__What you have to do__.
Pick each line containing the word "Motorway" out of the data below.

BEGIN

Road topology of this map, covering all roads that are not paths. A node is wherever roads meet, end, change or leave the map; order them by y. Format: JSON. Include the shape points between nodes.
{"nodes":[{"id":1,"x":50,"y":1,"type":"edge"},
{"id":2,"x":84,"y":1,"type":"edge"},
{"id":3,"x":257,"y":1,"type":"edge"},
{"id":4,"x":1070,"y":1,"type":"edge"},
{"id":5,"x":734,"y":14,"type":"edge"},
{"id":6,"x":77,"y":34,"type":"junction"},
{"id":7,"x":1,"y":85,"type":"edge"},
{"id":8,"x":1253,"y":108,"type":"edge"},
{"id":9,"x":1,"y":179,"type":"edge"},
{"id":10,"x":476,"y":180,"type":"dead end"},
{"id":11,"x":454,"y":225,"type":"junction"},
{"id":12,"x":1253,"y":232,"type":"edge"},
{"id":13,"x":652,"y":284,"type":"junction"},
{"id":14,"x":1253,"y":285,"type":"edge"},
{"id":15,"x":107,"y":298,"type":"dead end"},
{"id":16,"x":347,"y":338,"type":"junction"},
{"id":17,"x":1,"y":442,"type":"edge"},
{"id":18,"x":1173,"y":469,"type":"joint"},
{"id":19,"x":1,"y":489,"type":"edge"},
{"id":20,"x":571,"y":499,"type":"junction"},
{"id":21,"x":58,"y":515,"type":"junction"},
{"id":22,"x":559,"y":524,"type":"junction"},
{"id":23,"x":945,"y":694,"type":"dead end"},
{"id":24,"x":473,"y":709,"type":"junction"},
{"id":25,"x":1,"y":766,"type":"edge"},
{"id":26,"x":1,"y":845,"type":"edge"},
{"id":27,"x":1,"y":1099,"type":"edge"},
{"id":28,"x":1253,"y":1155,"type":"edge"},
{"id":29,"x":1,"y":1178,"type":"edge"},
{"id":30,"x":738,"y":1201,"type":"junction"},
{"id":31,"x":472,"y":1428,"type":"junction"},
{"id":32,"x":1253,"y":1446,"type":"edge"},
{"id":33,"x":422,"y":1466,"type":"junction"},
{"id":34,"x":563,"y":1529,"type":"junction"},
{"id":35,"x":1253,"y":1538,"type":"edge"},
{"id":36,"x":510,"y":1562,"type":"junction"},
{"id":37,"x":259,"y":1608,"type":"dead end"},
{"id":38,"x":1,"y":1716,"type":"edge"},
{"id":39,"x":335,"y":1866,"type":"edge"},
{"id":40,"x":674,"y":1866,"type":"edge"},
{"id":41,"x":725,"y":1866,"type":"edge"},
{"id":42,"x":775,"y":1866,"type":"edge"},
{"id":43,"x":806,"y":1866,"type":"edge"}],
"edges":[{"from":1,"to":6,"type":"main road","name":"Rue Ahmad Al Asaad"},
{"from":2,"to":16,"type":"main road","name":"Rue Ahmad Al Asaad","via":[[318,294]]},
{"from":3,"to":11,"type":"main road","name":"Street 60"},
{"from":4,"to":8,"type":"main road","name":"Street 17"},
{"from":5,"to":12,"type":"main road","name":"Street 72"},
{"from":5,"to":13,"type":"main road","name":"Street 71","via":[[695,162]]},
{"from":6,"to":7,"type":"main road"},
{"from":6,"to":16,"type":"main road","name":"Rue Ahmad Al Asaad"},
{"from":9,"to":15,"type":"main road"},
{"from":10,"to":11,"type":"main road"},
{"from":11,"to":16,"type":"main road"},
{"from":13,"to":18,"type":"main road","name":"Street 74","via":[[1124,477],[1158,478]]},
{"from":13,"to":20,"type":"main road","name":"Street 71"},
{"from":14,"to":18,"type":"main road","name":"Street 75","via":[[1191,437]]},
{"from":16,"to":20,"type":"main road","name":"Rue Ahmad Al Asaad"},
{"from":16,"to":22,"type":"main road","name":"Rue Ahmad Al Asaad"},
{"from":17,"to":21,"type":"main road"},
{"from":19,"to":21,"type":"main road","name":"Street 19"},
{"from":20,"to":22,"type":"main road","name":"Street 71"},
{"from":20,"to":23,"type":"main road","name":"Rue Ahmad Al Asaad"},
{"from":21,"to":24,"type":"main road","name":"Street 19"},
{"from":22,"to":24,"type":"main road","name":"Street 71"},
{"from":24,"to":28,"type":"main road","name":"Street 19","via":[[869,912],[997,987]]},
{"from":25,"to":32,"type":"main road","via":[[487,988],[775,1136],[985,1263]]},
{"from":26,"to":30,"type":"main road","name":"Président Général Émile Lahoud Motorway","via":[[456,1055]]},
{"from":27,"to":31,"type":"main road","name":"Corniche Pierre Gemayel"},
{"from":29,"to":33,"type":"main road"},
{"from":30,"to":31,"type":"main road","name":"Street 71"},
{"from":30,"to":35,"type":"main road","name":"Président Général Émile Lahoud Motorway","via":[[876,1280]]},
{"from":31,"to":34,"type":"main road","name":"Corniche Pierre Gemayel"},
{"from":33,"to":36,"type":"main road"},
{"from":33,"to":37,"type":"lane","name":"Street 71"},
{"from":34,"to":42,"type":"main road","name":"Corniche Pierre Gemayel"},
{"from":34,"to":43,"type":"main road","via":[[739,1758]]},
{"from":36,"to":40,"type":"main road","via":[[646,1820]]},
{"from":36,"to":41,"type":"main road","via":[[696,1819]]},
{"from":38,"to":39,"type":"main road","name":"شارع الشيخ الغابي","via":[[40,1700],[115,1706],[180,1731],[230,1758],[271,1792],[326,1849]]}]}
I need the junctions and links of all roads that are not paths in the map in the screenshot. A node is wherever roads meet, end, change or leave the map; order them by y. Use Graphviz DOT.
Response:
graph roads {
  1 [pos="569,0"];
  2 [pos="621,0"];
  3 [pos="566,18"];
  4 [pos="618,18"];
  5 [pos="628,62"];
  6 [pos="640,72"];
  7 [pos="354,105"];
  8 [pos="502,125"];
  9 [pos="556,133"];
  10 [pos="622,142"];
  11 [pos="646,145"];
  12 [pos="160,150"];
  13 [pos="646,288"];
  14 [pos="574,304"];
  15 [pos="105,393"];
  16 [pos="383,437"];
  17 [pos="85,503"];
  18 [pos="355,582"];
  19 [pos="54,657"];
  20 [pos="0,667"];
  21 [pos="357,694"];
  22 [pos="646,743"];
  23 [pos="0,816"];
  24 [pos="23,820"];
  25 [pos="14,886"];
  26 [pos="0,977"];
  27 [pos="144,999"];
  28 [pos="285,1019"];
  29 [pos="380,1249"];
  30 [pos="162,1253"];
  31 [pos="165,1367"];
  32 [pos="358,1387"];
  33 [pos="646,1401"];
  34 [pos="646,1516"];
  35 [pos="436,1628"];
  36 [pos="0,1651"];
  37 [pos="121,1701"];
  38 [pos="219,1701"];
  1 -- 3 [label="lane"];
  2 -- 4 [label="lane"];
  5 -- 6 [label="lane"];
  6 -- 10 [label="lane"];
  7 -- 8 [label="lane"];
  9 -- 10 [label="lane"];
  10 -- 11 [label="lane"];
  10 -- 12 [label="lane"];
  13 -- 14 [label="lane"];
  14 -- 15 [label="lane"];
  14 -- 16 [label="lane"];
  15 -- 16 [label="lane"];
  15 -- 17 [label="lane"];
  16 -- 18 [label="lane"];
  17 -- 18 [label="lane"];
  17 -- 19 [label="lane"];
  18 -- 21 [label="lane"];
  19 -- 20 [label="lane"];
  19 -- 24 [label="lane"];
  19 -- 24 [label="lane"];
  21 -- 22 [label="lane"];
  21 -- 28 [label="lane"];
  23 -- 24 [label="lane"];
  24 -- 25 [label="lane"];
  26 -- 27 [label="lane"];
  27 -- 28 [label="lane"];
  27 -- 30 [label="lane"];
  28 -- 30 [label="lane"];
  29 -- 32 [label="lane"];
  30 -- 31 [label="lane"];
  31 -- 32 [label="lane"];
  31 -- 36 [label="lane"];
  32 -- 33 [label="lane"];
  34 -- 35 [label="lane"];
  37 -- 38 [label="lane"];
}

END

__Answer box__.
{"from":26,"to":30,"type":"main road","name":"Président Général Émile Lahoud Motorway","via":[[456,1055]]},
{"from":30,"to":35,"type":"main road","name":"Président Général Émile Lahoud Motorway","via":[[876,1280]]},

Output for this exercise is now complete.